Her employer members particularly want to take on what Mitchell called the “absolute abyss of administrative waste in PBMs.”

And Mitchell said she expects lawsuits to result from the CAA when it’s discovered just how poorly some health plans or third-party administrators had been bargaining for their employer clients. “They’re coming,” she said. “Because they were supposed to be negotiating effectively on behalf of their customers. And I think there’s going to be increasing evidence that that didn’t always happen.”

Lawsuits have already been filed, said Stawicki, citing a complaint (PDF) filed in early December by self-funded employers against Anthem, in which the employers charge that the health plan allegedly denied them access to claims data.

“I don’t want to comment on pending lawsuits,” Stawicki said. “But that’s an example of something that may come out of this. Additional lawsuits as the data are more available and become easier to understand.”

For consultants, transparency will mean exposing conflicts of interest. Health plans that they may have been pushing on employers might have been paying the consulting companies to do just that.

“Everyone can make money,” said Mitchell. “That’s fine. But I don’t believe it was fully understood that there were often conflicts of interest, when the information was assumed to be independent and in the employer’s best interest. I think that is going to create some questions.”

There will also be more paperwork. For example, the CAA mandates that self-insured employers must provide a written analysis upon request from certain state and federal agencies that details how its benefits package complies with the Mental Health Parity and Addiction Equity Act.
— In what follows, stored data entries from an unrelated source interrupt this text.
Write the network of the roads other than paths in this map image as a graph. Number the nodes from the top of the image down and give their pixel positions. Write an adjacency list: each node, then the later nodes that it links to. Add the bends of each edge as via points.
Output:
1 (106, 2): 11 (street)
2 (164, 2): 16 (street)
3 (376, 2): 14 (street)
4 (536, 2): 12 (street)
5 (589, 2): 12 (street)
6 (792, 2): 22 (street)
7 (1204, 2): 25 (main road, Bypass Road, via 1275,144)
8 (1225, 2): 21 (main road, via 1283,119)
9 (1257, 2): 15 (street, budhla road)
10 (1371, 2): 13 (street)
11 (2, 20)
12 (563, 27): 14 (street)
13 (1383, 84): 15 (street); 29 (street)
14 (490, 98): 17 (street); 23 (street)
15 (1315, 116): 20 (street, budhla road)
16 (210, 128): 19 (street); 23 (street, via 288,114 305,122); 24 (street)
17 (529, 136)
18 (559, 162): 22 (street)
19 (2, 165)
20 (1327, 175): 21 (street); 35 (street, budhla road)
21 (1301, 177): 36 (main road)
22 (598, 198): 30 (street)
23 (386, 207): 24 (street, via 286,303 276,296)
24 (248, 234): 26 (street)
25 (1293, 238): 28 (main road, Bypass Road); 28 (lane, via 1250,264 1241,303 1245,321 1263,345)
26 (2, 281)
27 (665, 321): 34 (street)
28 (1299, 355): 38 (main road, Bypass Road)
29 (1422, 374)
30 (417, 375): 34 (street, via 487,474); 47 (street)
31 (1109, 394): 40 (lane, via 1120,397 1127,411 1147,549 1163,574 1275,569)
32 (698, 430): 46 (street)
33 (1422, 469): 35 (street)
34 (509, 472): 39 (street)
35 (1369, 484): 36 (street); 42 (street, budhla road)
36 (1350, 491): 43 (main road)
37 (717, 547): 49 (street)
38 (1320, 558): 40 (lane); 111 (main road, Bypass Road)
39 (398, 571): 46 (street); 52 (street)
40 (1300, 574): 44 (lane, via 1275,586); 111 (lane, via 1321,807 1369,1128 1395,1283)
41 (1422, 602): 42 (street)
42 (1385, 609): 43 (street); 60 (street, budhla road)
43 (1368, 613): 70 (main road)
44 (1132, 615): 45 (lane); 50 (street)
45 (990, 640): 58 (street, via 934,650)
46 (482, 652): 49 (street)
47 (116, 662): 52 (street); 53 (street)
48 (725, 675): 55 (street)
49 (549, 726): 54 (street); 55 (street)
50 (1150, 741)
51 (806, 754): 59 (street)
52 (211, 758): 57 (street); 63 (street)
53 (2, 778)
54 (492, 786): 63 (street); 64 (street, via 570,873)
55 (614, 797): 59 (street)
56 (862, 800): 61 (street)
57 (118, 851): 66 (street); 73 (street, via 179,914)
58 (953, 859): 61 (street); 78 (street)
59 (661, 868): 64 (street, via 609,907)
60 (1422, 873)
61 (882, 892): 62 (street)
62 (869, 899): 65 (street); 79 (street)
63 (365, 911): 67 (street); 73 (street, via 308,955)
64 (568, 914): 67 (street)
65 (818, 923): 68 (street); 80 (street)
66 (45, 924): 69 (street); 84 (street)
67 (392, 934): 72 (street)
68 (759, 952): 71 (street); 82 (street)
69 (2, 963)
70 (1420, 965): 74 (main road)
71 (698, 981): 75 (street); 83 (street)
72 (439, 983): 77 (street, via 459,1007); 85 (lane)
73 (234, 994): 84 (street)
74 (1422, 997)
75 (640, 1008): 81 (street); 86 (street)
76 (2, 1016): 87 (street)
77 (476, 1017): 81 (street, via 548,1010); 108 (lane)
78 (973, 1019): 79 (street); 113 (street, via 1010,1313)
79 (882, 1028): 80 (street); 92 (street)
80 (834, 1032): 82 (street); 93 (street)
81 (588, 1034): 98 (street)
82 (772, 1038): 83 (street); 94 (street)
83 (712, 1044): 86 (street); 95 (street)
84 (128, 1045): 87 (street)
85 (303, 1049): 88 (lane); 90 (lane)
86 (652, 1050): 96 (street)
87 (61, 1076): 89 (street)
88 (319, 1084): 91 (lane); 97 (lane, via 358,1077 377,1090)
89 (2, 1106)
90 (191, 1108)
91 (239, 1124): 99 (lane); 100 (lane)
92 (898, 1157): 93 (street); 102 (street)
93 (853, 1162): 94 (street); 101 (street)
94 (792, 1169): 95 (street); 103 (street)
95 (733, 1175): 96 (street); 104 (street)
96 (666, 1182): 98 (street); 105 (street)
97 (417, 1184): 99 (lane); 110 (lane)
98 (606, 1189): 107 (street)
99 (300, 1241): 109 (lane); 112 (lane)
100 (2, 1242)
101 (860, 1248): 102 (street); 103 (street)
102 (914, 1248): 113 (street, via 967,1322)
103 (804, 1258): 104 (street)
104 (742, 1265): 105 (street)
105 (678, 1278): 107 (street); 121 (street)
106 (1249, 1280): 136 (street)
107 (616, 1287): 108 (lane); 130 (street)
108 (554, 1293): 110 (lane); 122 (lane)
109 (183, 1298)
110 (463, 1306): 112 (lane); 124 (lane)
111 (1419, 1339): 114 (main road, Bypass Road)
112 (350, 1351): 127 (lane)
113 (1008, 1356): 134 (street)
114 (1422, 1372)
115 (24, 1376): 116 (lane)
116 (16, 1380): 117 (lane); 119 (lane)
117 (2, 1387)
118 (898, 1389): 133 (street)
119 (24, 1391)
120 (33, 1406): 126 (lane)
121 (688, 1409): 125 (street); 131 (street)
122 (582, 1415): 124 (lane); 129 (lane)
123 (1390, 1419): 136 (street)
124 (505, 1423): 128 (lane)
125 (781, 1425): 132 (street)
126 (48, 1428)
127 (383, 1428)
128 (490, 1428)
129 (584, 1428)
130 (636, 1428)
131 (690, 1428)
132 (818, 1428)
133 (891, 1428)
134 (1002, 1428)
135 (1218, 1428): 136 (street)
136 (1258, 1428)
Employers aren’t concerned about paying for mental health benefits, said Mitchell. They’re concerned about the mental health system. “It’s deeply dysfunctional,” said Mitchell. “The big problem is that there are too few mental health providers.”

PBGH has been asking health plans how they’re paying for mental healthcare that’s integrated into primary care. “There is not adequate payment to primary care practices to integrate behavioral health,” Mitchell said.
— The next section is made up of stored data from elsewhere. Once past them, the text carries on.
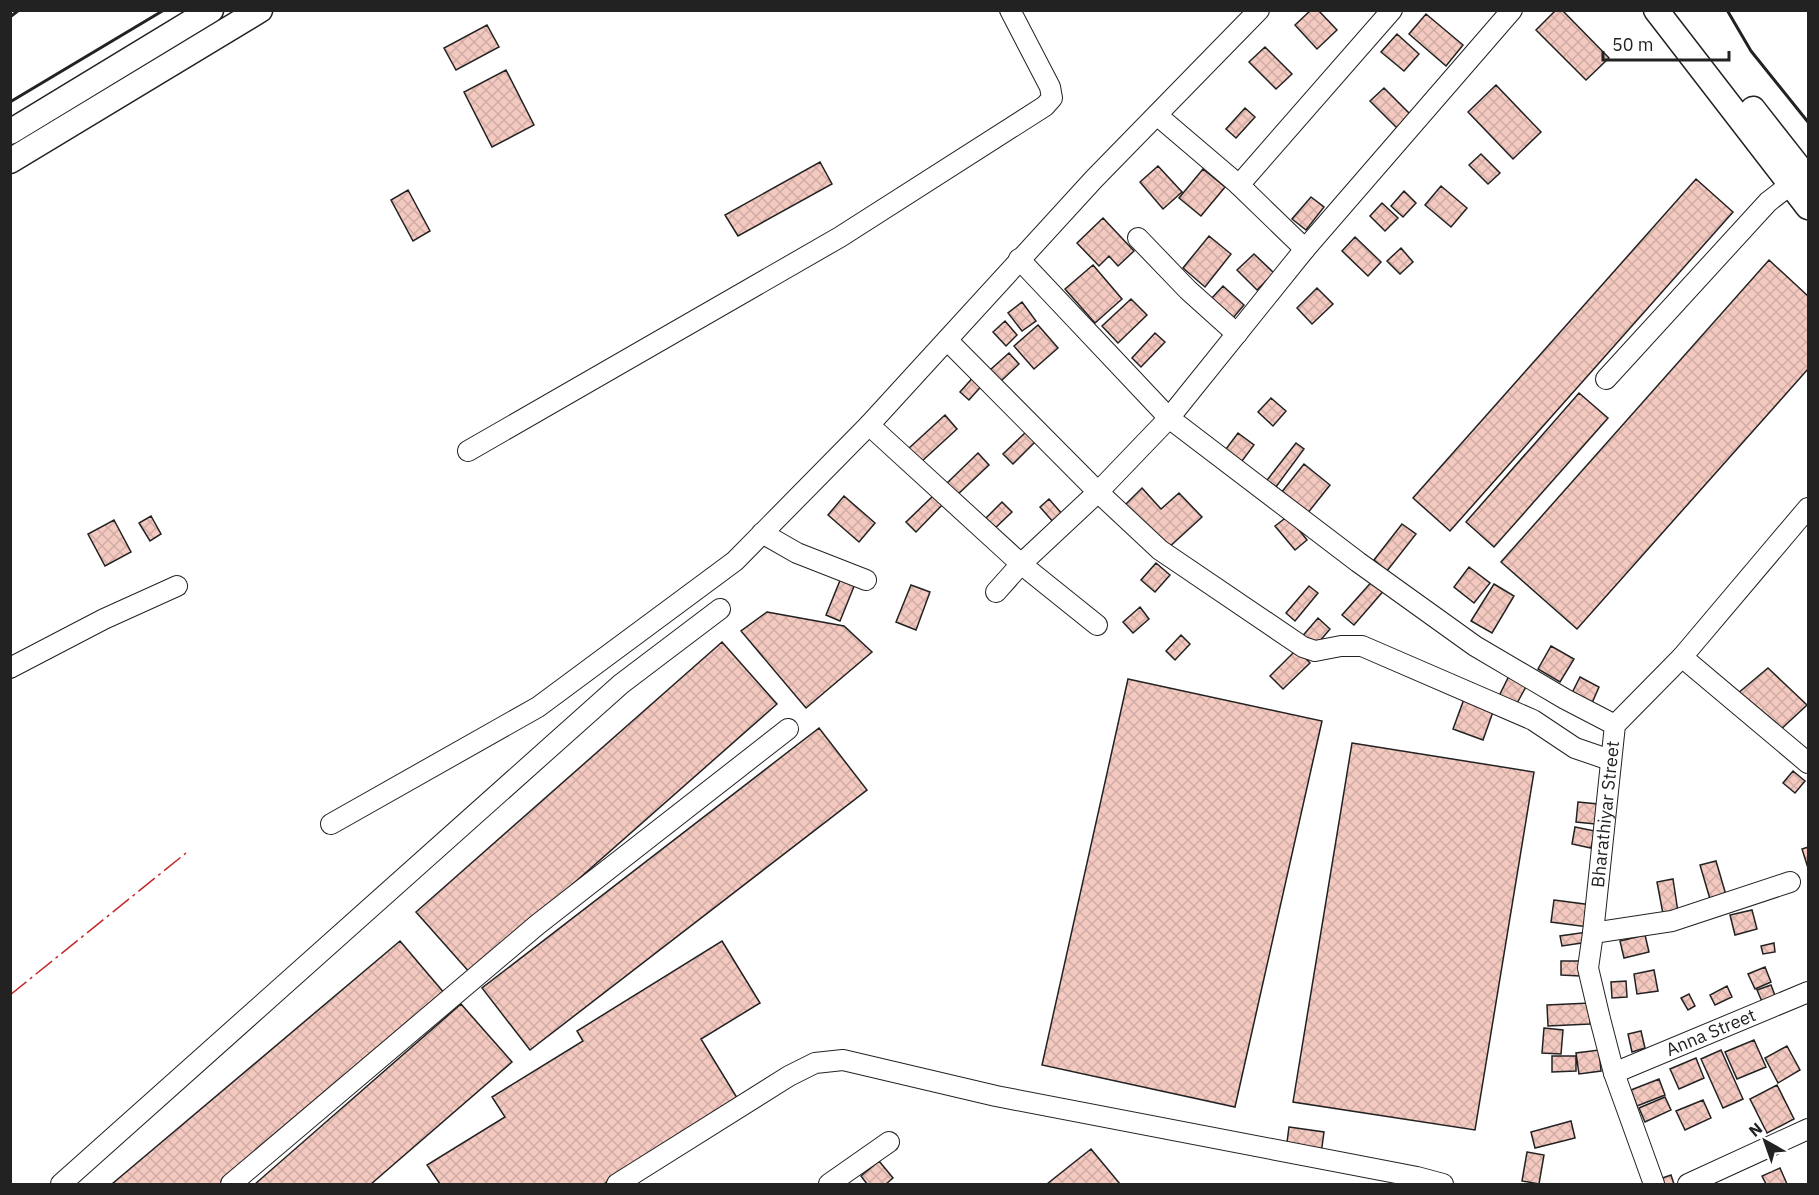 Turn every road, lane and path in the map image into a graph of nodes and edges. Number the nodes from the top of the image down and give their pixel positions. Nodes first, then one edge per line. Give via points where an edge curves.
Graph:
1 (211, 10) edge
2 (260, 10) edge
3 (1010, 10) edge
4 (1259, 10) edge
5 (1392, 10) edge
6 (1656, 10) edge
7 (1676, 10) edge
8 (1504, 12) edge
9 (1158, 116) junction
10 (10, 132) edge
11 (10, 161) edge
12 (1800, 182) edge
13 (1239, 185) junction
14 (1809, 207) edge
15 (1138, 238) dead end
16 (1305, 249) junction
17 (1019, 259) junction
18 (1237, 334) junction
19 (947, 340) junction
20 (1605, 378) dead end
21 (1169, 418) junction
22 (869, 425) junction
23 (468, 450) dead end
24 (1098, 492) junction
25 (1809, 508) edge
26 (762, 533) junction
27 (1021, 564) junction
28 (866, 580) dead end
29 (177, 586) dead end
30 (996, 592) dead end
31 (720, 609) dead end
32 (1097, 625) dead end
33 (1682, 657) junction
34 (10, 668) edge
35 (1616, 725) junction
36 (788, 729) dead end
37 (1610, 760) junction
38 (1809, 763) edge
39 (331, 824) dead end
40 (1790, 882) dead end
41 (1593, 933) junction
42 (1809, 992) edge
43 (1614, 1073) junction
44 (1809, 1129) edge
45 (889, 1142) dead end
46 (61, 1185) edge
47 (231, 1185) edge
48 (617, 1185) edge
49 (829, 1185) edge
50 (1443, 1185) edge
51 (1654, 1185) edge
52 (1688, 1185) edge

1 - 10 main road
2 - 11 main road
3 - 23 street via 1050,87 1052,98 1045,106 840,237
4 - 9 street
5 - 13 street
6 - 12 main road
7 - 12 main road
8 - 16 street
9 - 13 street
9 - 17 street
12 - 14 main road
12 - 20 street via 1768,202
13 - 16 street
15 - 18 street
16 - 18 street
17 - 19 street
17 - 21 street
18 - 21 street
19 - 22 street
19 - 24 street
21 - 24 street
21 - 35 street via 1475,646
22 - 26 street
22 - 27 street
24 - 27 street
24 - 37 street via 1160,550 1303,647 1315,651 1362,646 1533,720 1575,748
25 - 33 street, Bharathiyar Street
26 - 28 street via 797,553
26 - 39 street via 726,568 538,707
27 - 30 street
27 - 32 street
29 - 34 street
31 - 46 street via 621,684
33 - 35 street, Bharathiyar Street
33 - 38 street
35 - 37 street, Bharathiyar Street
36 - 47 street via 537,926
37 - 41 street, Bharathiyar Street
40 - 41 street via 1672,921
41 - 43 street, Bharathiyar Street via 1587,968
42 - 43 street, Anna Street
43 - 51 street, Bharathiyar Street
44 - 52 street
45 - 49 street
48 - 50 street via 789,1076 815,1063 843,1060 996,1096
One thing the CAA does not clarify concerns a provision in the Affordable Care Act that says employee health plans cannot exclude providers practicing within their scope of license. This might mean, for example, that limitations on coverage by midwives could be lifted. Most insurers and employers who self-fund insurance currently do not provide coverage for home births, and the American College of Obstetricians and Gynecologists says that the safest places to give birth are at hospitals or accredited birth centers.

“I’m well aware that the advocacy organizations for certain clinicians try to protect scope of practice,” said Mitchell. “We all know that. But we have a terrible problem in this country with maternal health outcomes and inequity. And I would like to hear what their solutions for that is, rather than them saying other people shouldn’t help.”
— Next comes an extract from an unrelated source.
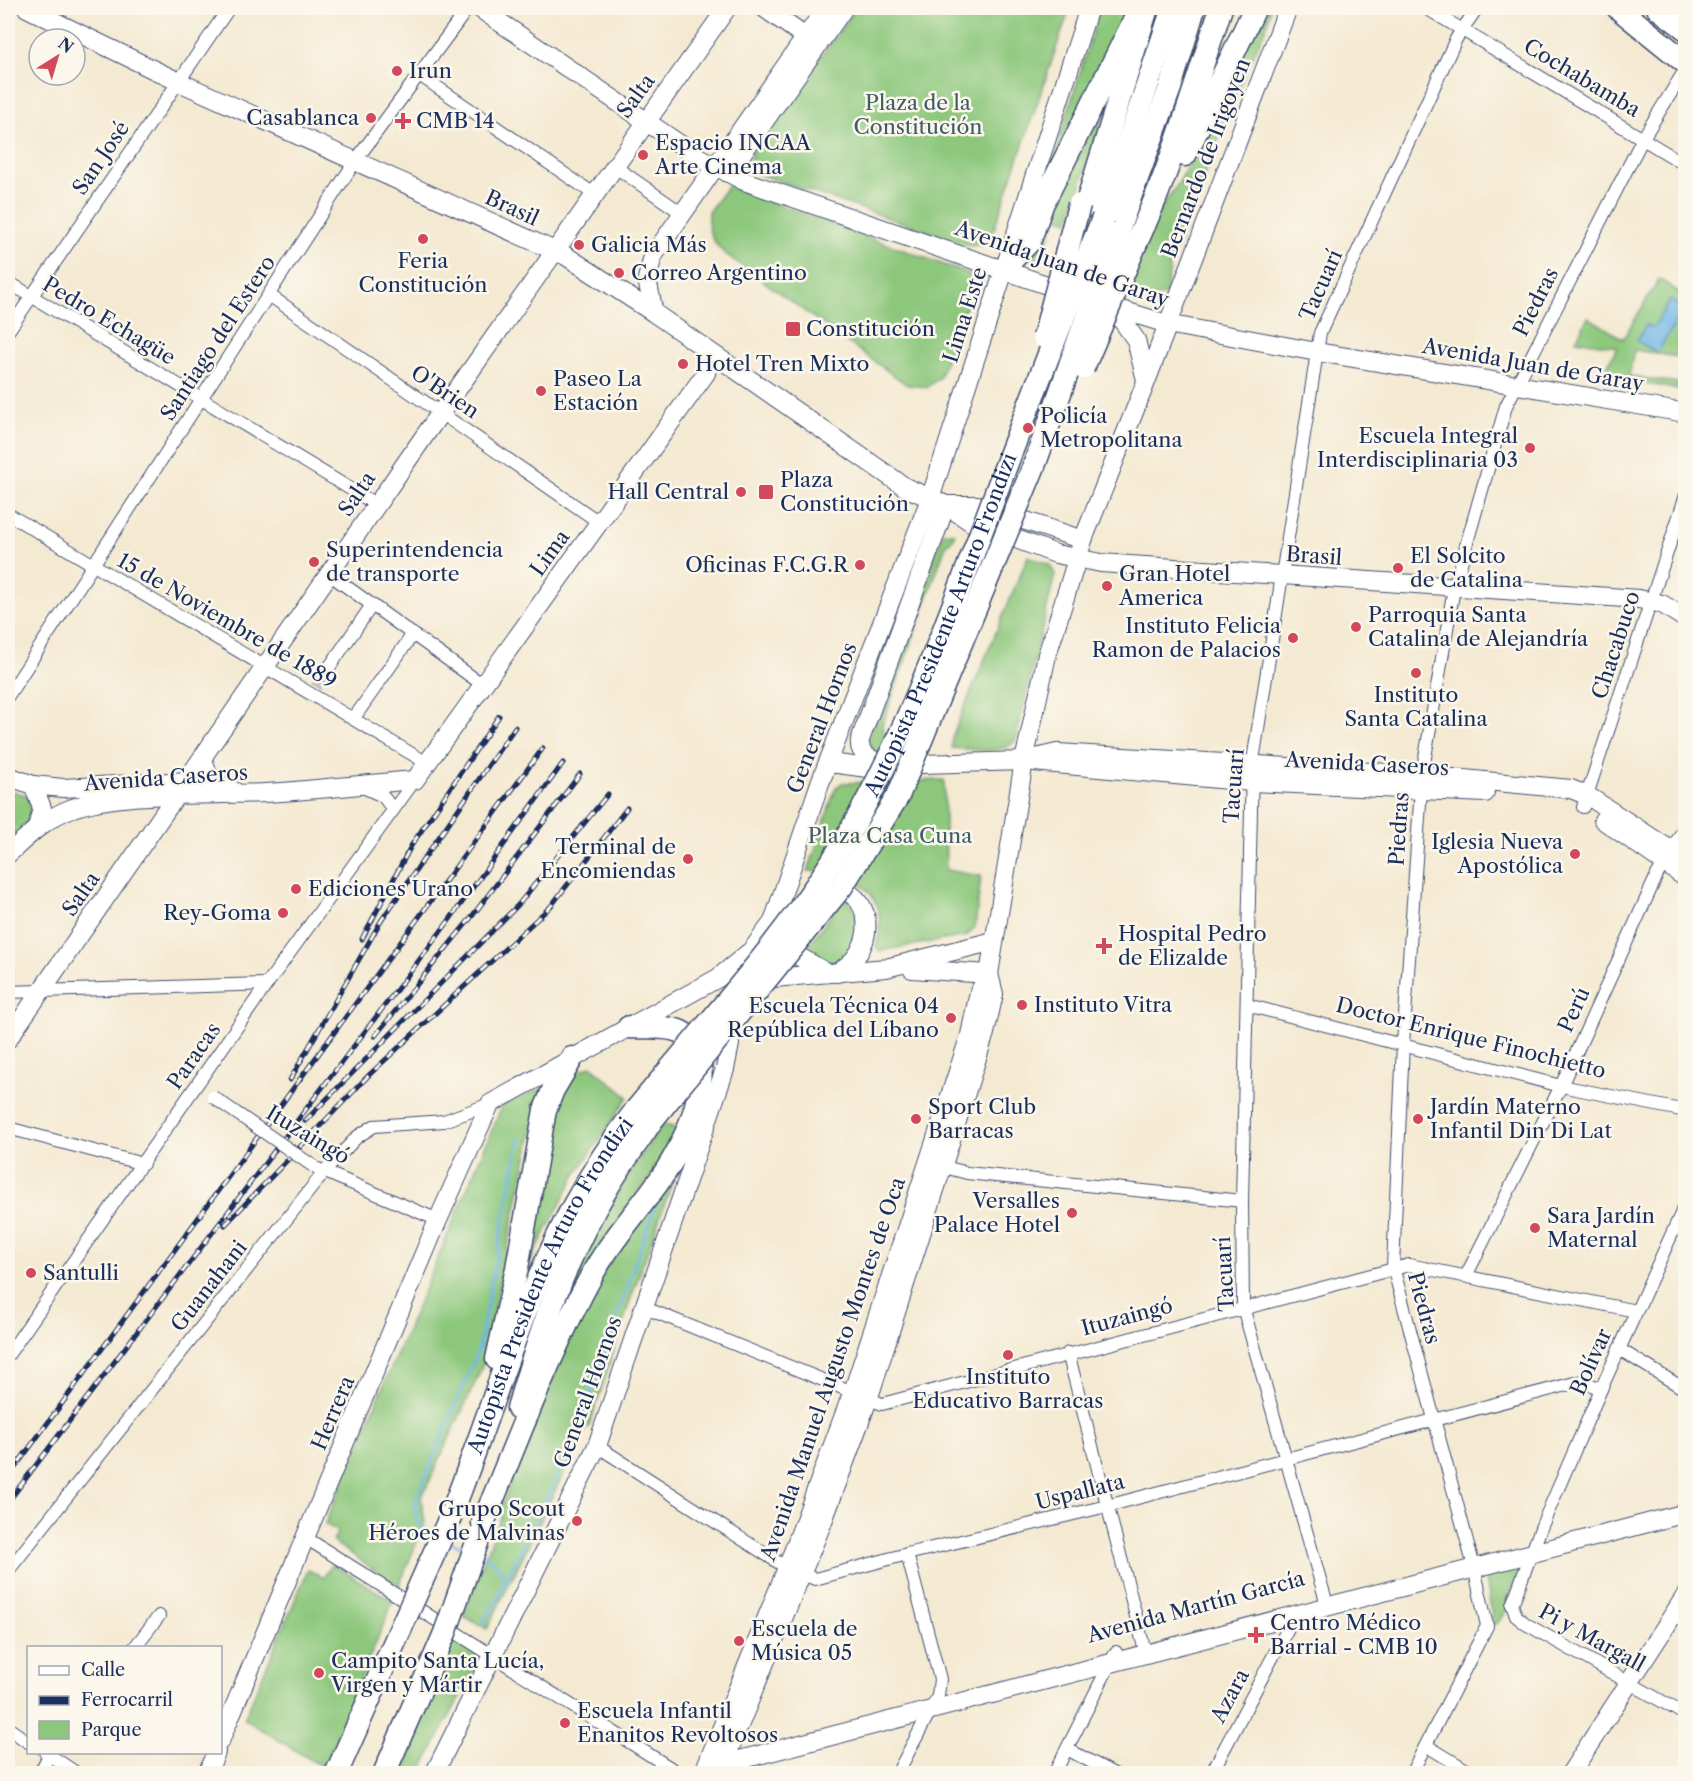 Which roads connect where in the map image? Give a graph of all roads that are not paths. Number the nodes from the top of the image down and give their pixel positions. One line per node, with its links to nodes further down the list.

Pregnancy-related deaths soared nearly 80% since 2018, driven by COVID-19 and disproportionately affecting Black and Hispanic women, according to a report (PDF) from the Government Accountability Office.

Mitchell said PBGH believes “there are opportunities for expanded scope of practice for different members of the team for different modes of care, like in the home, in the community. And we really need to be thinking much more creatively about how to meet the needs of moms and babies and less about protecting scopes of practice.”

Mitchell added that “not only are there economic new pressures, but now they have the fiduciary obligation to effectively use the newly transparent data, so I would not expect the status quo to be acceptable. And I think you’re going to see some pretty uncomfortable changes.”